Find the number of lines below in which the word "터미널길" appears, and write that number only.

DATA FOR REVIEW:
━━━━━━━━

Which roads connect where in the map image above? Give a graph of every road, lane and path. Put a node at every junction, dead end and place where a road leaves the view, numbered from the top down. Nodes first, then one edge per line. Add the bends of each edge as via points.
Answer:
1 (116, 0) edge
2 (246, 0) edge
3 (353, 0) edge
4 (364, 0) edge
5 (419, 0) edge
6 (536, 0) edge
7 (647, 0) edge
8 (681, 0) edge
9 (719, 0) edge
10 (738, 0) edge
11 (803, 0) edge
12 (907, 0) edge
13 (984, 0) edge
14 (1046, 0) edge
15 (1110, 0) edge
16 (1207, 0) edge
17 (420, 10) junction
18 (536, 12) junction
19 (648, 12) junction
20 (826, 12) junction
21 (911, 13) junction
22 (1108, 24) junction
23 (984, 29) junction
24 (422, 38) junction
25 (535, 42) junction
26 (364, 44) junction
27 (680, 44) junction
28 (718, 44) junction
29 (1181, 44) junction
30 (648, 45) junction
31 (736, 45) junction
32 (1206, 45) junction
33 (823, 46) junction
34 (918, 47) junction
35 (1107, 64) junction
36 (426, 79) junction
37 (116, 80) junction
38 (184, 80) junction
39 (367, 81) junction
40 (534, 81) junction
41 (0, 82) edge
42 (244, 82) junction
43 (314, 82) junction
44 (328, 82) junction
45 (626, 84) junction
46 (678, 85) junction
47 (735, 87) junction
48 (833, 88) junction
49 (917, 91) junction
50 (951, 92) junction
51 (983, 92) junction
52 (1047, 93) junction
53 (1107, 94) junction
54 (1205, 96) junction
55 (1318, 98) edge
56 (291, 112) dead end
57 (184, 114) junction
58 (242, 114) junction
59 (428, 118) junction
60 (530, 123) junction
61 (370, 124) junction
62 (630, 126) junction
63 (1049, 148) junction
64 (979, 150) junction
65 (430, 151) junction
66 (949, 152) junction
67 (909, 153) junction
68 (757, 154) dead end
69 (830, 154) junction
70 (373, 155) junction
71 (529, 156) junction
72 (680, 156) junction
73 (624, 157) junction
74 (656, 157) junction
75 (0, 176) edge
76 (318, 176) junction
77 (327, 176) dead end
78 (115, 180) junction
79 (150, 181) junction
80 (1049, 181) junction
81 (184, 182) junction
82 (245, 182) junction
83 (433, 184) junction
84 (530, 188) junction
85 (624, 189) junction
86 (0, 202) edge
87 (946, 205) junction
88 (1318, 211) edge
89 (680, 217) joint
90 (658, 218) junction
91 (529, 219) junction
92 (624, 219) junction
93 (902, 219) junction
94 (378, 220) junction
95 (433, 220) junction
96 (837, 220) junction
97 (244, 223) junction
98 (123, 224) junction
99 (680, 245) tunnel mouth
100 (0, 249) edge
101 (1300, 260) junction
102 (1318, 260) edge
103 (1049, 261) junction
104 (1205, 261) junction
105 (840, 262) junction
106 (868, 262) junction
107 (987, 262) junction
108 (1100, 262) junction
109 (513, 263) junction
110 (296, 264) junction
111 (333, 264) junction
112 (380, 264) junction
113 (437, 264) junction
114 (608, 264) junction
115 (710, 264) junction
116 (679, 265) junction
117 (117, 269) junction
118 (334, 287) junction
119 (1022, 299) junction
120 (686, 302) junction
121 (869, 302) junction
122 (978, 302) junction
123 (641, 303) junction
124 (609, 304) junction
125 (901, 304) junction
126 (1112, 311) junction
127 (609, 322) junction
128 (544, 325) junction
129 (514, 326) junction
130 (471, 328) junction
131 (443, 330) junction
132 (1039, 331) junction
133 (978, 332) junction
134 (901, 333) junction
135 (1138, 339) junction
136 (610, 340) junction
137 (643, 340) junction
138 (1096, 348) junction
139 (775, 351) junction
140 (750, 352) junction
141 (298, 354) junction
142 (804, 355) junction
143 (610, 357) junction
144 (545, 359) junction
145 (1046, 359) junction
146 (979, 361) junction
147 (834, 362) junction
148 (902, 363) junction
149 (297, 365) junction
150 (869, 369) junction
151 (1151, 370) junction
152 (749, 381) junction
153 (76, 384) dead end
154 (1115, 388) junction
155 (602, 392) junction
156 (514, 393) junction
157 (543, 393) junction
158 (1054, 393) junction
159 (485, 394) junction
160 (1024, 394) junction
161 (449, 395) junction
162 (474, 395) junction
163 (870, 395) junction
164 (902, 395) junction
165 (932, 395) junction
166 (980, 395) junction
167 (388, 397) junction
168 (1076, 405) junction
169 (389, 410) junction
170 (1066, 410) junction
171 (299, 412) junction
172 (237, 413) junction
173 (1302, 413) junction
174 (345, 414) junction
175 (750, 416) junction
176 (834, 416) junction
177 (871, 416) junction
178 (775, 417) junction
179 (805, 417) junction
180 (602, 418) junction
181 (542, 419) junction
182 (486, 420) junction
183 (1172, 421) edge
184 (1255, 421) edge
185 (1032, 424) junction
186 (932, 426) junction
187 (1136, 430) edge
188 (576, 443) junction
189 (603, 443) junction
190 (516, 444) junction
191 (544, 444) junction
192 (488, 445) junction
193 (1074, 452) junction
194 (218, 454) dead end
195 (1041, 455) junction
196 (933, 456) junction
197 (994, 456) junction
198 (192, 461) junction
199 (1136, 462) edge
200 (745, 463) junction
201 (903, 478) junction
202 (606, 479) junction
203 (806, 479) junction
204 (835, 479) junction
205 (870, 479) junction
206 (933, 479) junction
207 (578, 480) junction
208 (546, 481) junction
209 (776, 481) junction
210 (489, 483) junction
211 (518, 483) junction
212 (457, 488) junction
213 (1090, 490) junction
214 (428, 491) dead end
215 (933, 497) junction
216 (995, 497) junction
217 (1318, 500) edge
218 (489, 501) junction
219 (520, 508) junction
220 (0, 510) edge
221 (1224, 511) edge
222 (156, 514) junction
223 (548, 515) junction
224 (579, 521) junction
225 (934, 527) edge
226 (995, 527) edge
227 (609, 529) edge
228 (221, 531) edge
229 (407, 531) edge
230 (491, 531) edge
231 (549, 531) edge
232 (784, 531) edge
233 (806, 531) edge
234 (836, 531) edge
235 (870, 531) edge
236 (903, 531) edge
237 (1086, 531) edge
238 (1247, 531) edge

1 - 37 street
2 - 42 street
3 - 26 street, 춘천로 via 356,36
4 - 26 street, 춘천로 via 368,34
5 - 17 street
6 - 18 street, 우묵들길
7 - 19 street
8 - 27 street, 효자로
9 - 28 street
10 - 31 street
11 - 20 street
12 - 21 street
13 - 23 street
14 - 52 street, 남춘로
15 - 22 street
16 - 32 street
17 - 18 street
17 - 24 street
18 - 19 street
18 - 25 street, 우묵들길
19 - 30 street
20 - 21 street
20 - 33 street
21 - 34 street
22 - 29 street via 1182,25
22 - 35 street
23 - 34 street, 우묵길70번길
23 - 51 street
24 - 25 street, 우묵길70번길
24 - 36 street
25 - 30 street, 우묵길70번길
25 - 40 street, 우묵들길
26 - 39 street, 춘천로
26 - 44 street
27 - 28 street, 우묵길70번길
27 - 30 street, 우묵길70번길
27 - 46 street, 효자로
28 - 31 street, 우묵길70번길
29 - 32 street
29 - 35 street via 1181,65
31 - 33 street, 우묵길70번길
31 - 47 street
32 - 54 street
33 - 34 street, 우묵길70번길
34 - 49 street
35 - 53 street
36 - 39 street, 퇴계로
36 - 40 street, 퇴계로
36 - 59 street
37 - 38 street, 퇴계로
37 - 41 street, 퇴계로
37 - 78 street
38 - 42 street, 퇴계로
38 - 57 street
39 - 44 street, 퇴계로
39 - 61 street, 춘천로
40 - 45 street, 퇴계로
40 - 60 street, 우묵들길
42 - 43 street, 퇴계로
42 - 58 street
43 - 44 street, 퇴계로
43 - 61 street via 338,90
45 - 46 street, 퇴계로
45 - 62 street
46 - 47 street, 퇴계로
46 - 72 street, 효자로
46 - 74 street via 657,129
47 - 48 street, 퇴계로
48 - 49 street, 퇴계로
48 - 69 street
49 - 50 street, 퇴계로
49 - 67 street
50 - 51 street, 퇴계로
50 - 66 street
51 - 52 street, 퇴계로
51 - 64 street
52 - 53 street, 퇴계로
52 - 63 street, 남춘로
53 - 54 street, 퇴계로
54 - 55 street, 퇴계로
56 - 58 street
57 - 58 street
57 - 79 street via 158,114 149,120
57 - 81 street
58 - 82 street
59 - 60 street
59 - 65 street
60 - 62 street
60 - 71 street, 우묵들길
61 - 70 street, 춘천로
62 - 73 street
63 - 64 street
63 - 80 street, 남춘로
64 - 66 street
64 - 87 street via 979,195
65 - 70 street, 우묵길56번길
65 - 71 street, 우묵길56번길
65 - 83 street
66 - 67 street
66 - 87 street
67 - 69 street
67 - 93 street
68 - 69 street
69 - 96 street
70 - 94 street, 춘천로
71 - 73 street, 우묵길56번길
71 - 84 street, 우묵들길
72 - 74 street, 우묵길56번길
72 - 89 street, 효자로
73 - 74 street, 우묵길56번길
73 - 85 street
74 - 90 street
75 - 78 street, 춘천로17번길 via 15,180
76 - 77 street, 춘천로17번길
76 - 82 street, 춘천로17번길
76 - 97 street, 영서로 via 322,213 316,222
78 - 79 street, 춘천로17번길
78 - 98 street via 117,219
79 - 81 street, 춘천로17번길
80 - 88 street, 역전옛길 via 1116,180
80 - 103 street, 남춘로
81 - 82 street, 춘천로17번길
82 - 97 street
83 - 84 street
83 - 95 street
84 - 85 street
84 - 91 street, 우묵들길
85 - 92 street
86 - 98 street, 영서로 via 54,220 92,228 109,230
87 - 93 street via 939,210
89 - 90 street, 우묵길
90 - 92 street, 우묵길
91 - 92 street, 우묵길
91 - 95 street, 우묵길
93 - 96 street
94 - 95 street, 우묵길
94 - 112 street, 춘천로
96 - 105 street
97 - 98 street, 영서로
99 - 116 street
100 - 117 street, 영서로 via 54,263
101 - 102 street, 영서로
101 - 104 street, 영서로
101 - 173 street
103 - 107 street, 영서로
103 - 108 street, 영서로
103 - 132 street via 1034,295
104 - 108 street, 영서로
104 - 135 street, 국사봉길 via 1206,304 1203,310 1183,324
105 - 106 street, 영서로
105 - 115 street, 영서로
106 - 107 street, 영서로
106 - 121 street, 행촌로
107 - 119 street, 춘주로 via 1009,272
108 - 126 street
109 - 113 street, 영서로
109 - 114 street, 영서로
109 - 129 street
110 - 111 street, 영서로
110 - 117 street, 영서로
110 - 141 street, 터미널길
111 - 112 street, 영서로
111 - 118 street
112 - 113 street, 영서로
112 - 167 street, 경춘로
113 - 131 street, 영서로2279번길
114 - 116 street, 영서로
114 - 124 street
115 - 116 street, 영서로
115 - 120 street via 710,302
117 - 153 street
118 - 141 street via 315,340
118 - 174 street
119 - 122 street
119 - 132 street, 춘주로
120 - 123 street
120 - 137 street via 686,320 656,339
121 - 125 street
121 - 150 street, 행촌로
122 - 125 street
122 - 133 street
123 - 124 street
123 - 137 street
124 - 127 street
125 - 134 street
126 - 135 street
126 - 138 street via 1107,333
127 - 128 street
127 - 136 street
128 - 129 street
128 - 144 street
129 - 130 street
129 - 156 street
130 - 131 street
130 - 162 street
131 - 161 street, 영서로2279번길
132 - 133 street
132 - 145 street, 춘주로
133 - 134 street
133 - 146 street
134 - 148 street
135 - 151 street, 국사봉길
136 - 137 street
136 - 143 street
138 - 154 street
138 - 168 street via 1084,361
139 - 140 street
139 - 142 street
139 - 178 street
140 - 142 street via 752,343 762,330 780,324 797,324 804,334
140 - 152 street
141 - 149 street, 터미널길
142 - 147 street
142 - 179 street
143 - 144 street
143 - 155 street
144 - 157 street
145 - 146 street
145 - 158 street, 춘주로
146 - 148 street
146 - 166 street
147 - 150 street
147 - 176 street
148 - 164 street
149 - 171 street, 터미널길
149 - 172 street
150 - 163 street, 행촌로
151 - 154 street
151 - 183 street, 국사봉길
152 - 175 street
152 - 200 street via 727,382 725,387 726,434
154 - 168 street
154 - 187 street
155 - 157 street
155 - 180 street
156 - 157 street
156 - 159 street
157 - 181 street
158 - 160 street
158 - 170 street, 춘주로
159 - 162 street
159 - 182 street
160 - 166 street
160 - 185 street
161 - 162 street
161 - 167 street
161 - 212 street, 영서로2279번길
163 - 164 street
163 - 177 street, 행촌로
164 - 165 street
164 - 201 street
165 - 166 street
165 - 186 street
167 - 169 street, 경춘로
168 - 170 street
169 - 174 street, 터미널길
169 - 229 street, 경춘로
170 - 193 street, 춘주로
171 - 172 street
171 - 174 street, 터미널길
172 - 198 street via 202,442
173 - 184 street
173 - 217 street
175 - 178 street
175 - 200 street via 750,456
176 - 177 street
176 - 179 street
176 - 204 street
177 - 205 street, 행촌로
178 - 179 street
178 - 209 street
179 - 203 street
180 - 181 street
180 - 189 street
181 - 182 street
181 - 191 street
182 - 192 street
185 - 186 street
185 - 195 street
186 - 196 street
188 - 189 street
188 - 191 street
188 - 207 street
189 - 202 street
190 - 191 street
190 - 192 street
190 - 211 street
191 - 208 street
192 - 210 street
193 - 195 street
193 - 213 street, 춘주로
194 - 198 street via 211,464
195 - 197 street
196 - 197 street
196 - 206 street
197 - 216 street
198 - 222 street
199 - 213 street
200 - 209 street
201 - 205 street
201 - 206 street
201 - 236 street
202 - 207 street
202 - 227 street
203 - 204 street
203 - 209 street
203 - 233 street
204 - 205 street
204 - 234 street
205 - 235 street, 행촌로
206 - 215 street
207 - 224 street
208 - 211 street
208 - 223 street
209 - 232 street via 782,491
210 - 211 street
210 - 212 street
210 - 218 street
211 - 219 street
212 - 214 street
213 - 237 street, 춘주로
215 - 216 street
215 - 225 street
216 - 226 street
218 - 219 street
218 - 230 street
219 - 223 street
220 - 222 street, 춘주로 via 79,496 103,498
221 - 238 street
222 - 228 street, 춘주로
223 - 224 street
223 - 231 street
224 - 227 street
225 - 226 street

━━━━━━━━

RESPONSE TO THE TASK: 5